Ukrayna şehirlerini ağır bombardıman ile tarumar eden, milyonlarca Ukraynalıyı Avrupa’ya göçe zorlayan, binlercesini de katleden Rusya, çantada keklik gördüğü Ukrayna ordusuna karşı arzu ettiği hedefe hâlâ ulaşabilmiş değil. Bunda Batı dünyasının Ukrayna’ya sağladığı silah ve istihbarat yardımları kadar Rus ordusu ve generallerinin beceriksizliğinin de payının yüksek olduğunun altı çiziliyor askeri uzmanlarca.
“Üzerime fazla gelmeyin, nükleer silahlarımı kullanmak zorunda kalırım” şeklindeki tehdit dolu mesajları da Batı dünyasının Ukrayna’ya verdiği desteği ve dahi Rusya’yı izole etmeye yönelik yaptırımları durdurabilmiş değil. Üstelik NATO, yayılmacılığını sürdürüyor. Ukrayna’nın başına gelenlerden ders çıkartmayan Finlandiya ve İsveç, 200 yıldır sürdürdükleri tarafsızlık ilkesini bir kenara bırakıp Rusya’nın yayılmacı tehdidine karşı daha güvende olacağını düşündükleri NATO’nun güvenlik şemsiyesi altına girmek için resmi anlamdaki ilk adımı attılar. Şayet Türkiye engelini aşabilirlerse onlar da sürekli genişleyen ittifakın yeni üyeleri olacaklar.

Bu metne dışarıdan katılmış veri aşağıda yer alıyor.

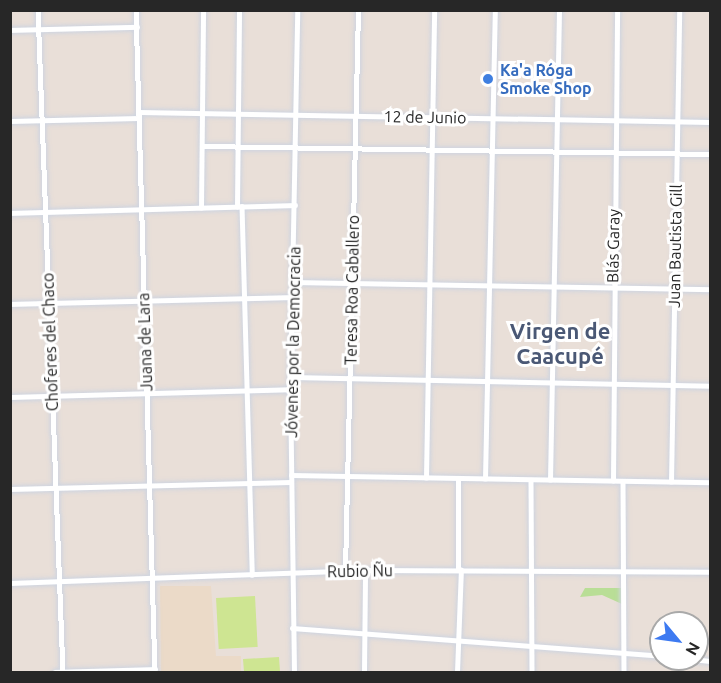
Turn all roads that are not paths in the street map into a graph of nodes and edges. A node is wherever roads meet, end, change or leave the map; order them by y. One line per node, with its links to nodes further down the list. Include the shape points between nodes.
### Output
1 (38, 10): 13 (street, Choferes del Chaco)
2 (136, 10): 12 (street, Juana de Lara)
3 (203, 10): 15 (street)
4 (239, 10): 16 (street)
5 (297, 10): 18 (street, Jóvenes por la Democracia)
6 (358, 10): 19 (street, Teresa Roa Caballero)
7 (434, 10): 20 (street)
8 (495, 10): 21 (street)
9 (559, 10): 22 (street)
10 (617, 10): 24 (street, Blás Garay)
11 (679, 10): 26 (street, Juan Bautista Gill)
12 (137, 27): 13 (street); 17 (street, Juana de Lara)
13 (39, 29): 14 (street); 23 (street, Choferes del Chaco)
14 (10, 30)
15 (203, 114): 16 (street, 12 de Junio); 17 (street, 12 de Junio); 28 (street)
16 (237, 114): 18 (street, 12 de Junio); 29 (street)
17 (139, 115): 23 (street, 12 de Junio); 41 (street, Juana de Lara)
18 (296, 116): 19 (street, 12 de Junio); 30 (street, Jóvenes por la Democracia)
19 (355, 116): 20 (street, 12 de Junio); 31 (street, Teresa Roa Caballero)
20 (432, 118): 21 (street, 12 de Junio); 32 (street)
21 (494, 118): 22 (street, 12 de Junio); 33 (street)
22 (554, 118): 24 (street, 12 de Junio); 34 (street)
23 (43, 120): 25 (street, 12 de Junio); 42 (street, Choferes del Chaco)
24 (615, 120): 26 (street, 12 de Junio); 35 (street, Blás Garay)
25 (10, 121)
26 (676, 121): 27 (street, 12 de Junio); 36 (street, Juan Bautista Gill)
27 (711, 122)
28 (202, 146): 29 (street, 12 de Junio); 40 (street)
29 (236, 146): 30 (street, 12 de Junio); 39 (street)
30 (296, 147): 31 (street, 12 de Junio); 38 (street, Jóvenes por la Democracia)
31 (355, 148): 32 (street, 12 de Junio); 45 (street, Teresa Roa Caballero)
32 (432, 149): 33 (street, 12 de Junio); 46 (street)
33 (493, 150): 34 (street, 12 de Junio); 47 (street)
34 (553, 151): 35 (street, 12 de Junio); 48 (street)
35 (614, 152): 36 (street, 12 de Junio); 49 (street, Blás Garay)
36 (676, 153): 37 (street, 12 de Junio); 50 (street, Juan Bautista Gill)
37 (711, 154)
38 (295, 205): 39 (street); 44 (street, Jóvenes por la Democracia)
39 (240, 206): 40 (street); 53 (street)
40 (201, 208): 41 (street)
41 (142, 209): 42 (street); 54 (street, Juana de Lara)
42 (46, 212): 43 (street); 56 (street, Choferes del Chaco)
43 (10, 213)
44 (294, 282): 45 (street); 52 (street, Jóvenes por la Democracia)
45 (353, 283): 46 (street); 58 (street, Teresa Roa Caballero)
46 (430, 284): 47 (street); 59 (street)
47 (490, 285): 48 (street); 60 (street)
48 (552, 286): 49 (street); 61 (street)
49 (613, 287): 50 (street); 62 (street, Blás Garay)
50 (674, 288): 51 (street); 63 (street, Juan Bautista Gill)
51 (711, 289)
52 (293, 297): 53 (street); 57 (street, Jóvenes por la Democracia)
53 (245, 299): 54 (street); 66 (street)
54 (144, 302): 56 (street); 67 (street, Juana de Lara)
55 (10, 304): 56 (street)
56 (49, 304): 69 (street, Choferes del Chaco)
57 (292, 377): 58 (street); 65 (street, Jóvenes por la Democracia)
58 (351, 379): 59 (street); 71 (street, Teresa Roa Caballero)
59 (427, 381): 60 (street); 72 (street)
60 (488, 382): 61 (street); 74 (street)
61 (551, 383): 62 (street); 76 (street)
62 (611, 384): 63 (street); 77 (street, Blás Garay)
63 (672, 385): 64 (street); 81 (street, Juan Bautista Gill)
64 (711, 387)
65 (290, 389): 66 (street); 70 (street, Jóvenes por la Democracia)
66 (246, 391): 67 (street); 79 (street)
67 (147, 394): 69 (street); 83 (street, Juana de Lara)
68 (10, 396): 69 (street)
69 (51, 397): 85 (street, Choferes del Chaco)
70 (291, 475): 71 (street); 80 (street, Jóvenes por la Democracia)
71 (347, 477): 72 (street); 86 (street, Teresa Roa Caballero)
72 (426, 478): 73 (street)
73 (458, 479): 74 (street); 88 (street)
74 (485, 479): 75 (street)
75 (531, 480): 76 (street); 89 (street)
76 (550, 480): 77 (street)
77 (613, 481): 78 (street)
78 (623, 481): 81 (street); 90 (street)
79 (249, 482): 80 (street); 83 (street); 93 (street)
80 (291, 482): 92 (street, Jóvenes por la Democracia)
81 (671, 482): 82 (street)
82 (711, 482)
83 (150, 486): 85 (street); 94 (street, Juana de Lara)
84 (10, 489): 85 (street)
85 (55, 489): 95 (street, Choferes del Chaco)
86 (345, 570): 87 (street, Rubio Ñu); 92 (street, Rubio Ñu)
87 (365, 570): 88 (street, Rubio Ñu); 98 (street)
88 (459, 570): 89 (street, Rubio Ñu); 99 (street)
89 (531, 570): 90 (street, Rubio Ñu); 100 (street)
90 (624, 572): 91 (street, Rubio Ñu); 101 (street)
91 (711, 572)
92 (292, 573): 93 (street, Rubio Ñu); 97 (street, Jóvenes por la Democracia)
93 (252, 575): 94 (street, Rubio Ñu)
94 (153, 577): 95 (street, Rubio Ñu); 103 (street, Juana de Lara)
95 (58, 581): 96 (street, Rubio Ñu); 105 (street, Choferes del Chaco)
96 (10, 583)
97 (292, 628): 98 (street); 106 (street, Jóvenes por la Democracia)
98 (364, 632): 99 (street); 107 (street)
99 (459, 639): 100 (street); 108 (street)
100 (532, 645): 101 (street); 109 (street)
101 (624, 653): 102 (street); 110 (street)
102 (649, 655)
103 (155, 671): 105 (street)
104 (55, 672): 105 (street)
105 (63, 672)
106 (294, 672)
107 (364, 672)
108 (457, 672)
109 (532, 672)
110 (624, 672)

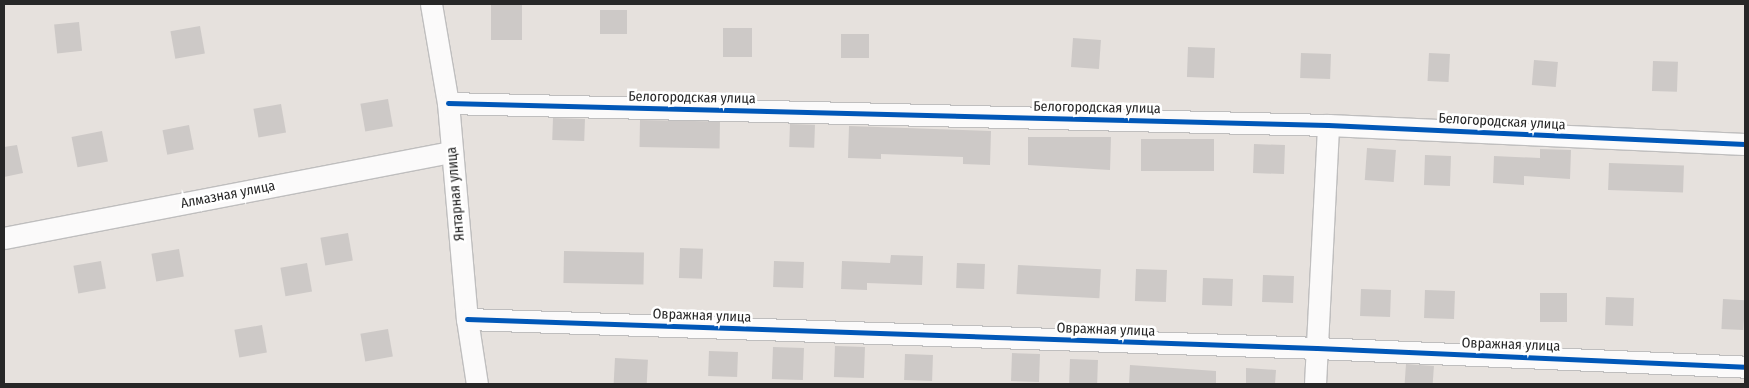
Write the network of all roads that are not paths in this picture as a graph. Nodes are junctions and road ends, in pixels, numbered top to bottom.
1 (431, 4) edge
2 (448, 103) junction
3 (1328, 125) junction
4 (1745, 144) edge
5 (452, 152) junction
6 (4, 238) edge
7 (467, 319) junction
8 (1317, 348) junction
9 (1745, 366) edge
10 (477, 384) edge
11 (1315, 384) edge

1 - 2 street, Янтарная улица
2 - 3 street, Белогородская улица
2 - 5 street, Янтарная улица
3 - 4 street, Белогородская улица
3 - 8 street
5 - 6 street, Алмазная улица
5 - 7 street, Янтарная улица
7 - 8 street, Овражная улица
7 - 10 street, Янтарная улица
8 - 9 street, Овражная улица
8 - 11 street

Peki çokça güvendikleri NATO’nun o “güvenlik şemsiyesi” Rusya’nın “sürpriz” olarak nitelediği hamlelerine karşı Finlandiya ve İsveç’i koruyabilecek mi? Putin’in “sürpriz” dediği o hamle ne olacak acaba? Rusya’nın kuzeyden de kuşatılması Avrupa’yı çok daha güvenli hale mi getirecek yoksa çok daha riskli hale mi? Bekleyip göreceğiz.
Tabi bu sorulardan önce Finlandiya ve İsveç, NATO’nun güvenlik şemsiyesi altına girebilmek için Türkiye’yi ikna edebilecekler mi sorusunun cevabının netleşmesi lâzım. Finlandiya ve İsveç, Cumhurbaşkanı Erdoğan’ın ifadesiyle “terör örgütlerinin kuluçka merkezi” tanımlamasına son derece denk düşen iki ülke. Teröre destek konusunda her iki ülkenin sicilleri bir hayli kabarık. Para, silah, siyasi destek velhasıl ellerinden ne geliyorsa yağdırıyorlar terör örgütüne. Türkiye’ye parasıyla vermedikleri silahları terör örgütüne verecek kadar bir Türkiye karşıtlığı söz konusu. Özellikle İsveç’in PKK dosyası bir hayli kabarık.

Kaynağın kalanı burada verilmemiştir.